Supplied records
»»

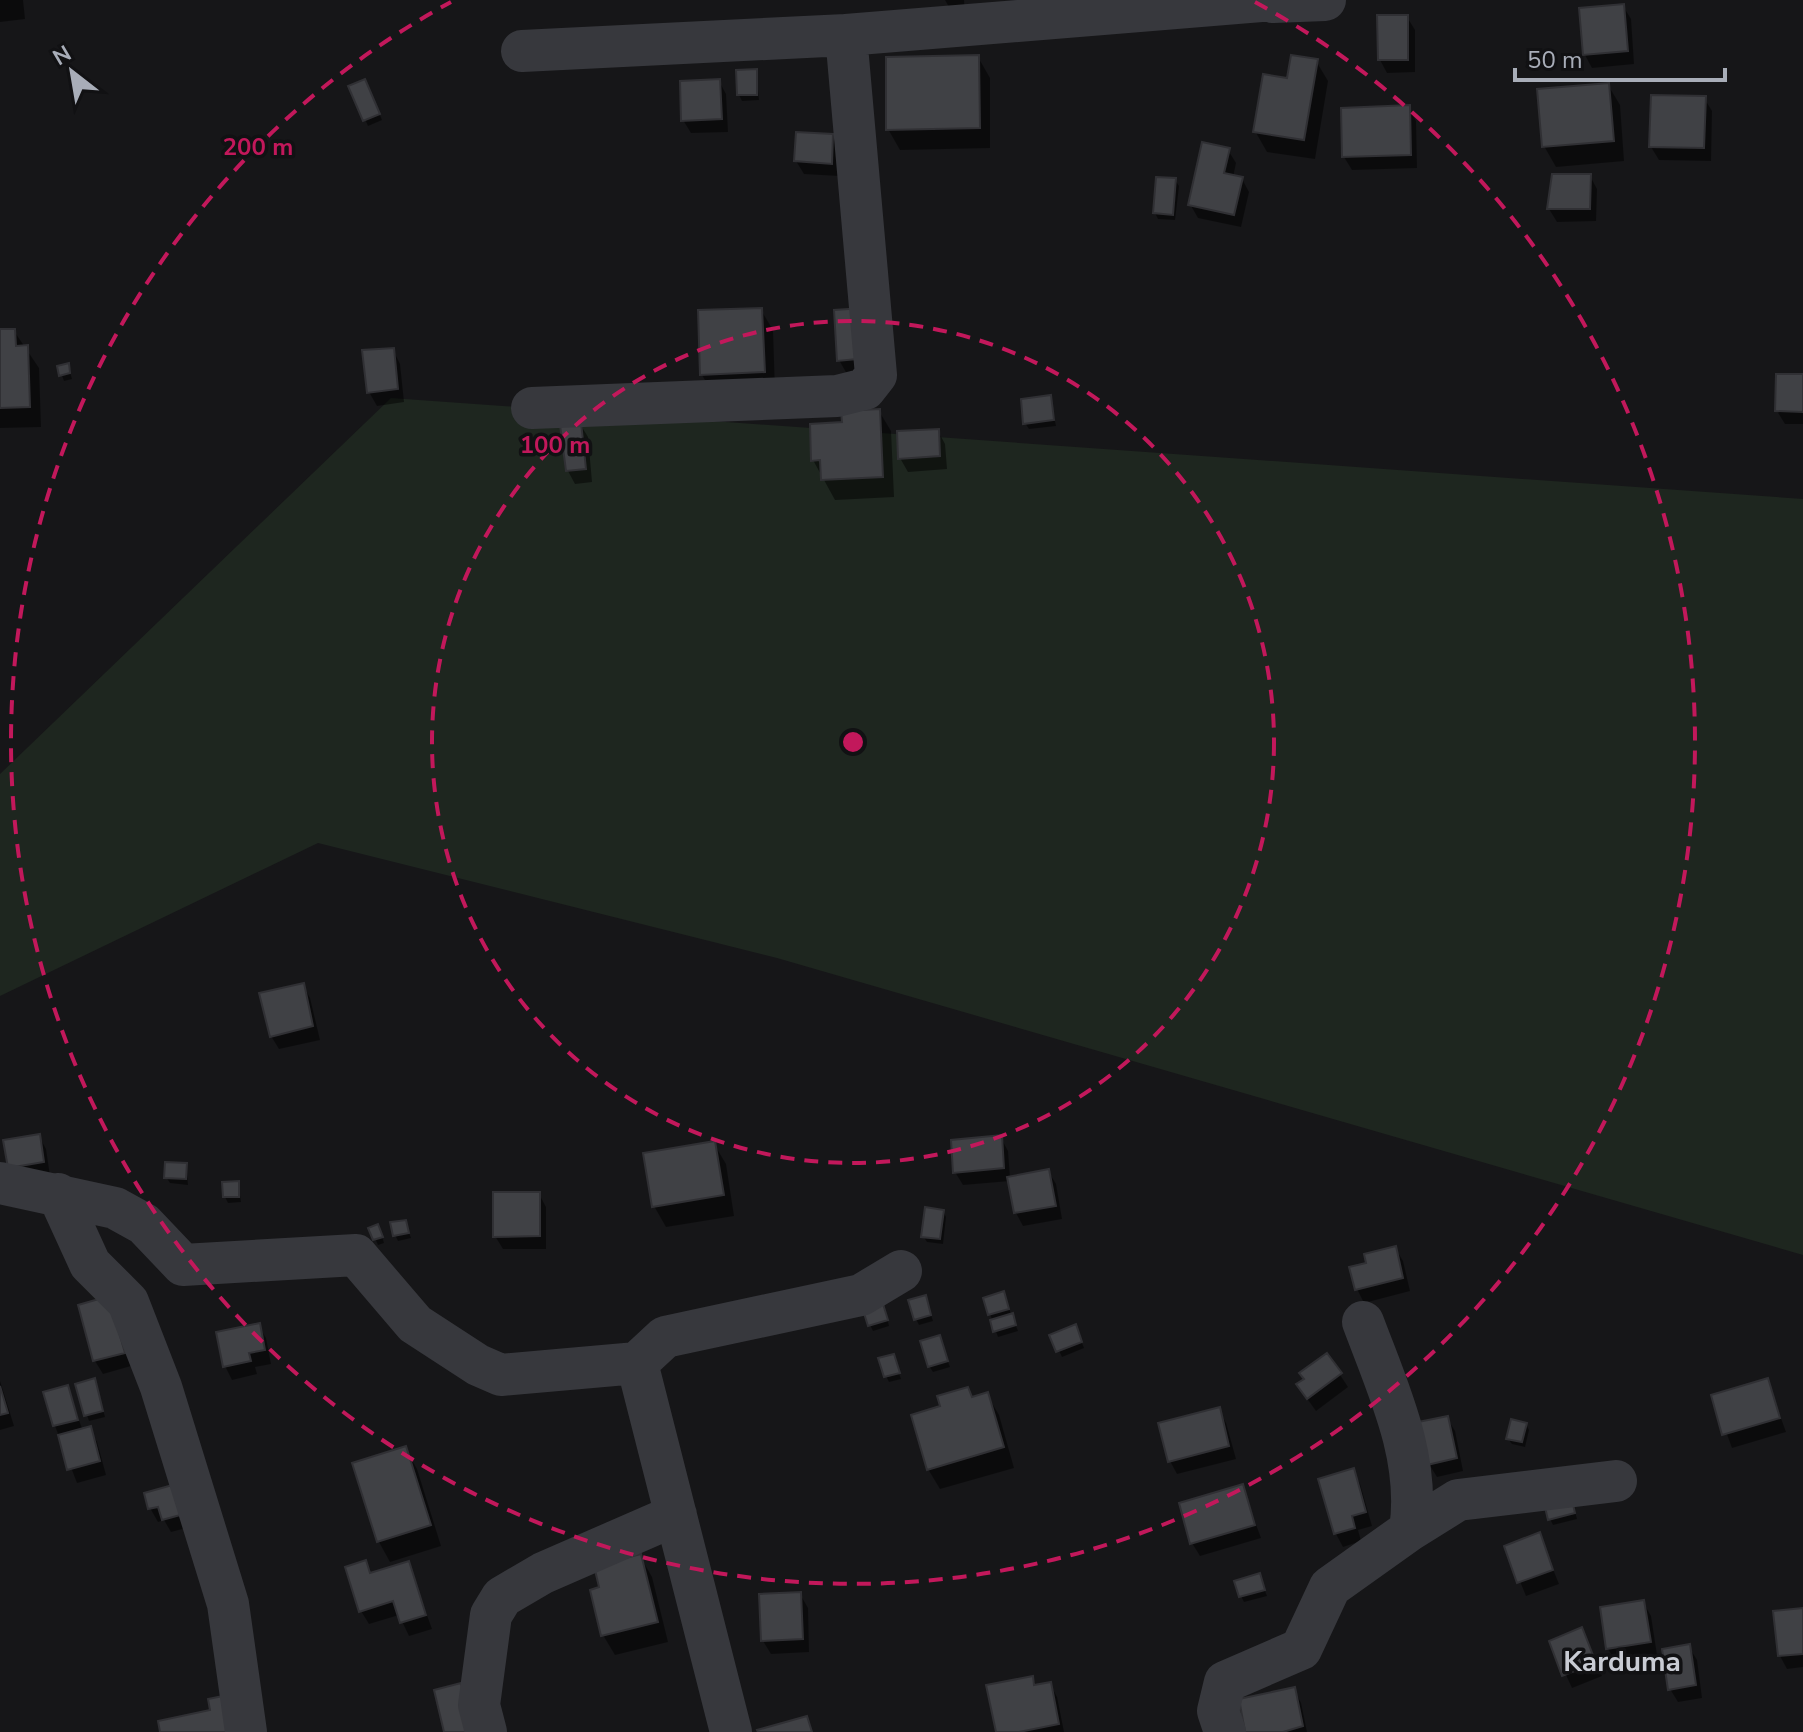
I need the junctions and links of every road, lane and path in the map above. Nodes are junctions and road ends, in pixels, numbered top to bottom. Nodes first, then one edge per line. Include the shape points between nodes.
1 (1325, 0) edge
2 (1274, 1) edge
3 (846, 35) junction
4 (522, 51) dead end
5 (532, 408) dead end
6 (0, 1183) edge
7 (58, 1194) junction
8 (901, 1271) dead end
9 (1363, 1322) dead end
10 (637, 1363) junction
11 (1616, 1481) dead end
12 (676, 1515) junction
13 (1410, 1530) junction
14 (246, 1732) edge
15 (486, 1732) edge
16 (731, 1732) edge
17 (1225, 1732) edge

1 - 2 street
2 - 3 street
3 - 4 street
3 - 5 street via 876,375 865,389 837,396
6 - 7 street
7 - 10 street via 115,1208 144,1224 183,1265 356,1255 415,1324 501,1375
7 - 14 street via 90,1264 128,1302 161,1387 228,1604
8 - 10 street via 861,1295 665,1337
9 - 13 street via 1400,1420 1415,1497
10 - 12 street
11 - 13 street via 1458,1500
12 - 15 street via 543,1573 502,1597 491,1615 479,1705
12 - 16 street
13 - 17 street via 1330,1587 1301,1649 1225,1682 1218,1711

««
»»

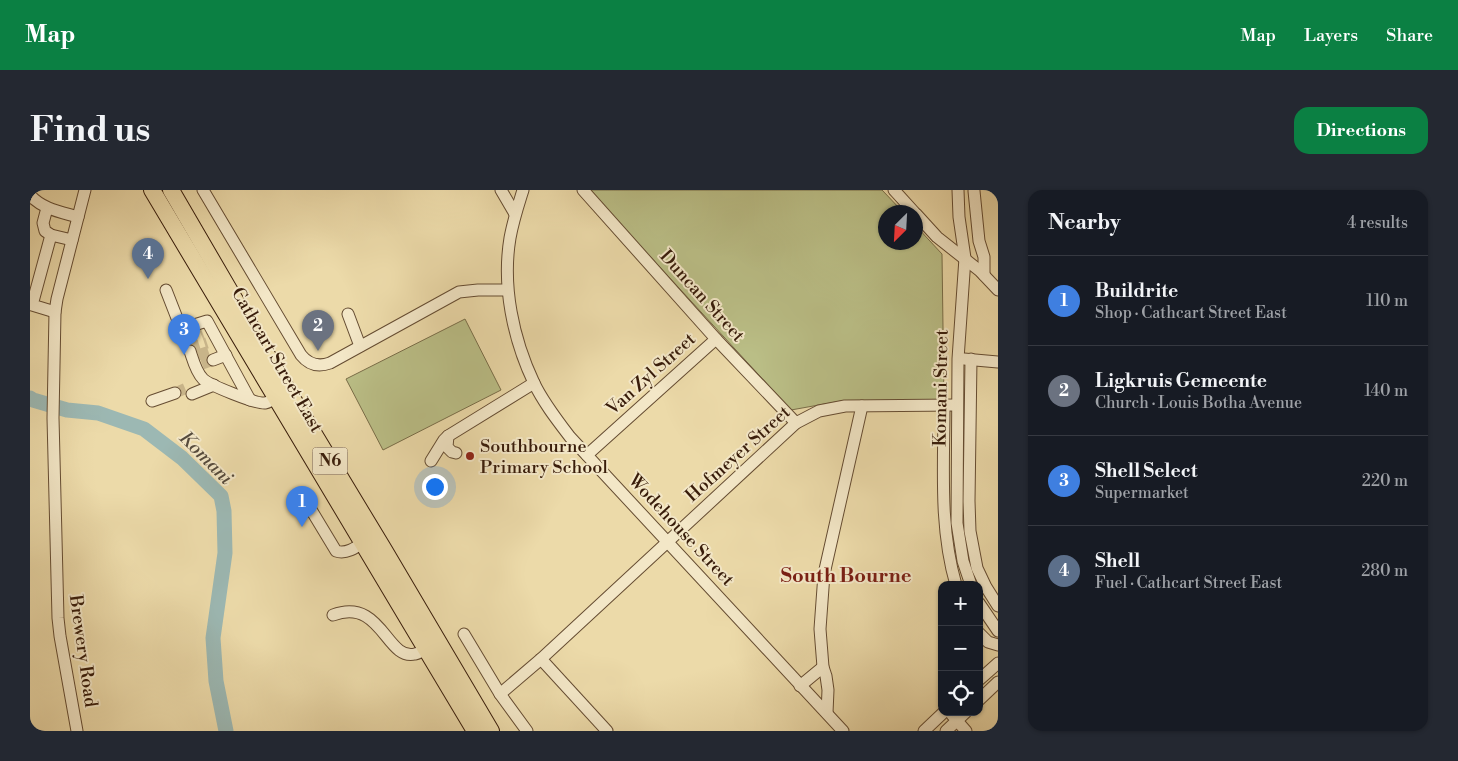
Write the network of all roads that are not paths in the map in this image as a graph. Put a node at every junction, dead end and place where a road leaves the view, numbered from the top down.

««
»»

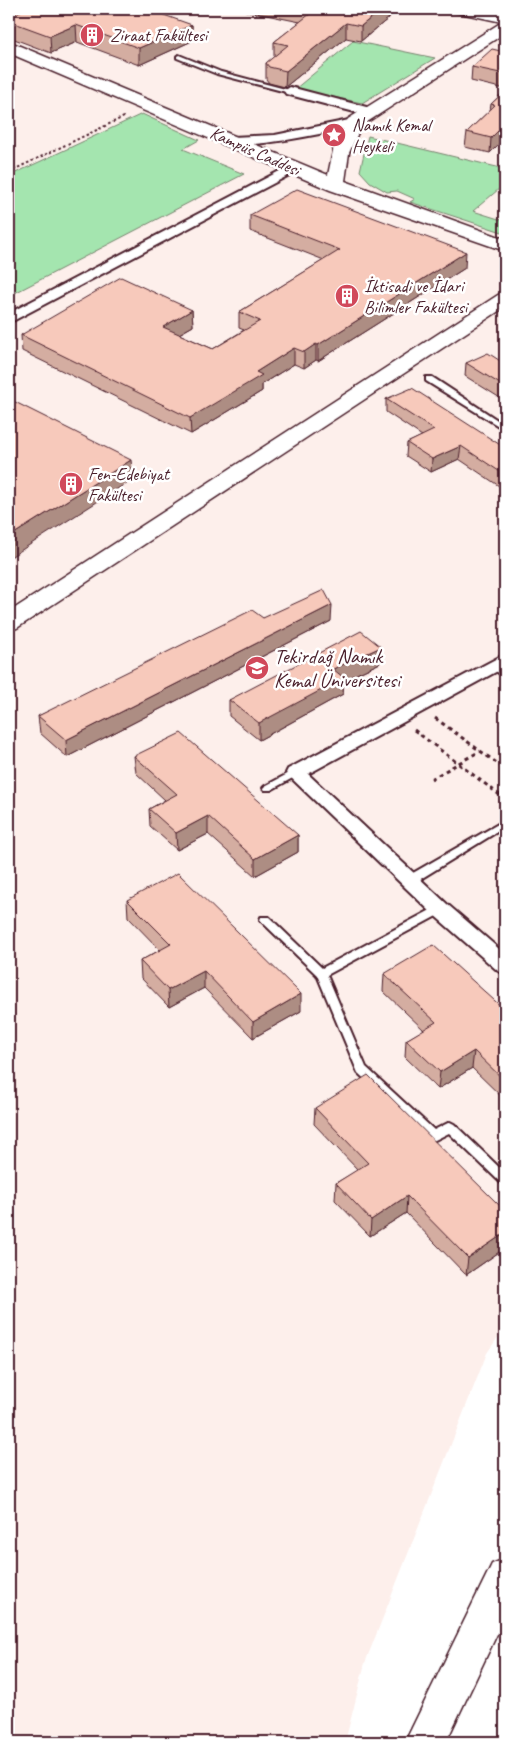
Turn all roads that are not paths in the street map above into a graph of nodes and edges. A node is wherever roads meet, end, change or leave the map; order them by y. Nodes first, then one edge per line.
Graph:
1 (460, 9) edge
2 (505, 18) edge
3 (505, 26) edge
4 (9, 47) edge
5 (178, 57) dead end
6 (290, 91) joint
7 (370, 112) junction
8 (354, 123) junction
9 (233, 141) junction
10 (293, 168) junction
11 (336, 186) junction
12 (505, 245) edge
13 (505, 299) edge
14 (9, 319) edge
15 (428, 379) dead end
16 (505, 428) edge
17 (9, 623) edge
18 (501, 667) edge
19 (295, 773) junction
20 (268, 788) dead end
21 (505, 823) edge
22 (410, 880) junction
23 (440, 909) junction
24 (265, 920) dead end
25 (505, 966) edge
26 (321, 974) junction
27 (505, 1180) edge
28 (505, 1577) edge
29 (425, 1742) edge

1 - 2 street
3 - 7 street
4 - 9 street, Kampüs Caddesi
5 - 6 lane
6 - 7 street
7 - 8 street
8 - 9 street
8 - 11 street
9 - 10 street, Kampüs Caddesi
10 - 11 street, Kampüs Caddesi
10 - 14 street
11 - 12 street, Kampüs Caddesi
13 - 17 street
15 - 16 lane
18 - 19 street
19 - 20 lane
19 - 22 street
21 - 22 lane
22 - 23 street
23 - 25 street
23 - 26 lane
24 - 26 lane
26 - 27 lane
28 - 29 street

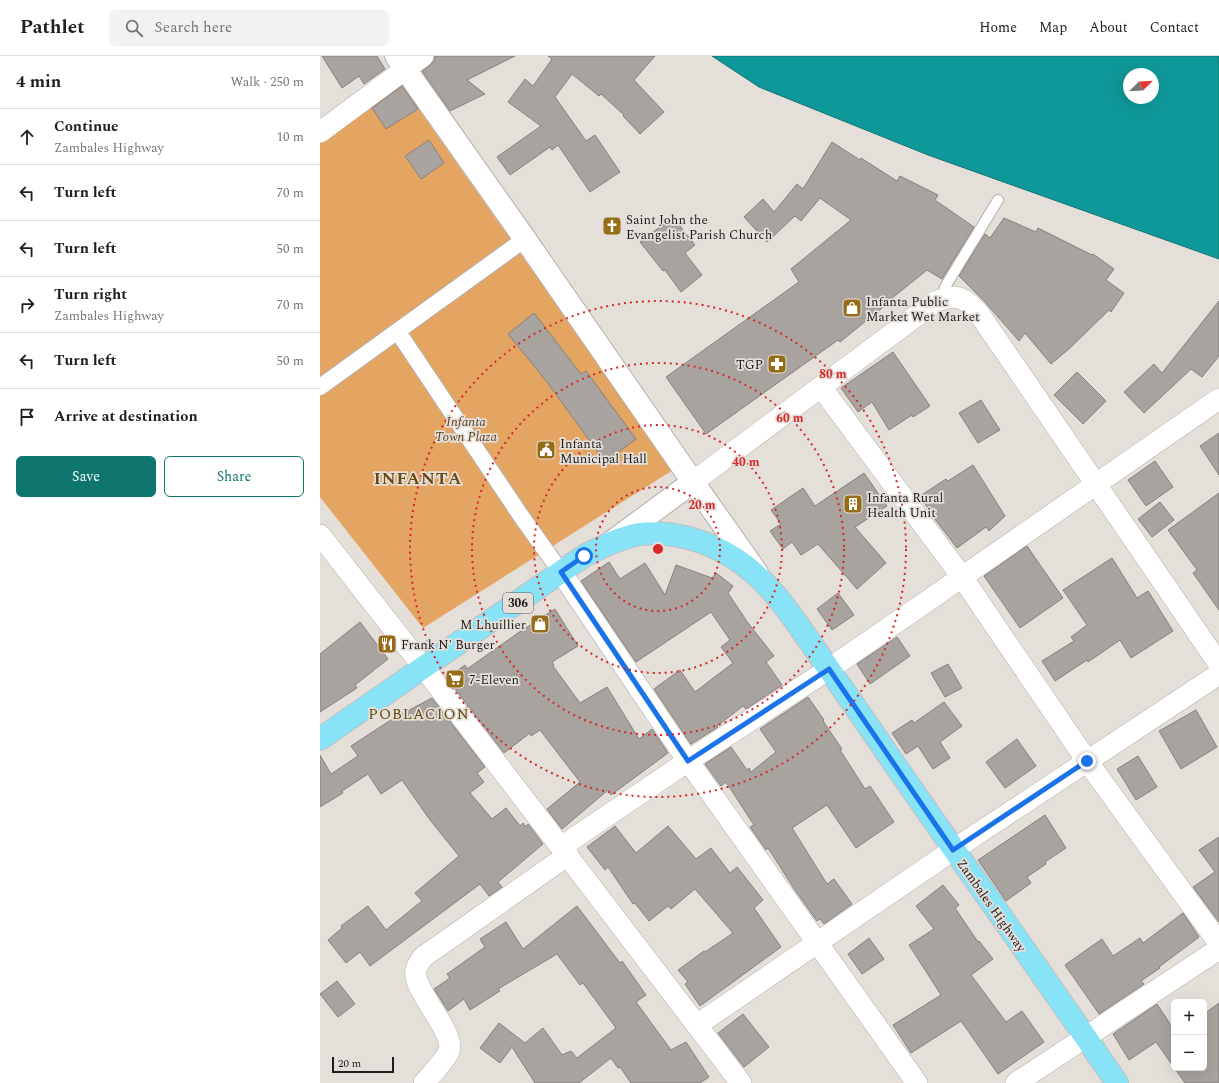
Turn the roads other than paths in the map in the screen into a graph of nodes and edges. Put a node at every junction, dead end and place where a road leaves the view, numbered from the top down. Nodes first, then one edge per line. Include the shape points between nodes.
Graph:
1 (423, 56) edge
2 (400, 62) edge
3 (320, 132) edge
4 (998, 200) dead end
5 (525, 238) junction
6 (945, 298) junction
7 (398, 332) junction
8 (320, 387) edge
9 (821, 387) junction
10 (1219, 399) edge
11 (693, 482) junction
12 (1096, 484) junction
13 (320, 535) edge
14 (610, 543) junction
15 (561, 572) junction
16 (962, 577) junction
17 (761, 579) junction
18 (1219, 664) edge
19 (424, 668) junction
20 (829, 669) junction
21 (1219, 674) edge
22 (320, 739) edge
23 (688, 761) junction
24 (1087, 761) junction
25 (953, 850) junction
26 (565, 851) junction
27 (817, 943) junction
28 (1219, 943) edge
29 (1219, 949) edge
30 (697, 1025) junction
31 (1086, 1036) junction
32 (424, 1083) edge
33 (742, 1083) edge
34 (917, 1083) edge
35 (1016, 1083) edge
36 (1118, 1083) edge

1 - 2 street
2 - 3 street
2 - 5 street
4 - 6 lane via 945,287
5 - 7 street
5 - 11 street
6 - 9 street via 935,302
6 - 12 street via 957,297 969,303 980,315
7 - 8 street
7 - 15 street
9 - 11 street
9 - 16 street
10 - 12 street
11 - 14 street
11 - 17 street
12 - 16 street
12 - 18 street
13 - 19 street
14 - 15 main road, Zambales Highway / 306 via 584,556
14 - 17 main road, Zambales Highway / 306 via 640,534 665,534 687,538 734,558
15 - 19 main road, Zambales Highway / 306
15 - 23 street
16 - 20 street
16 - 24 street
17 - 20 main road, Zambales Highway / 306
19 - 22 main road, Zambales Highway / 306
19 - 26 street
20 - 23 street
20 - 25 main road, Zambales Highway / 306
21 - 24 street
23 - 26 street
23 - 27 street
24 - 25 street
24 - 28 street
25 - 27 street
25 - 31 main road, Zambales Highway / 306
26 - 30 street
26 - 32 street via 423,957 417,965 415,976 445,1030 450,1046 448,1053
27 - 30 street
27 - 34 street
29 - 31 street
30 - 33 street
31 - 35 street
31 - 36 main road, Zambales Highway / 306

««

Problem requirements
Identify all lines in the records above with the word "place".

Task output
Write the network of all roads that are not paths in the map in this image as a graph. Put a node at every junction, dead end and place where a road leaves the view, numbered from the top down.
Turn the roads other than paths in the map in the screen into a graph of nodes and edges. Put a node at every junction, dead end and place where a road leaves the view, numbered from the top down. Nodes first, then one edge per line. Include the shape points between nodes.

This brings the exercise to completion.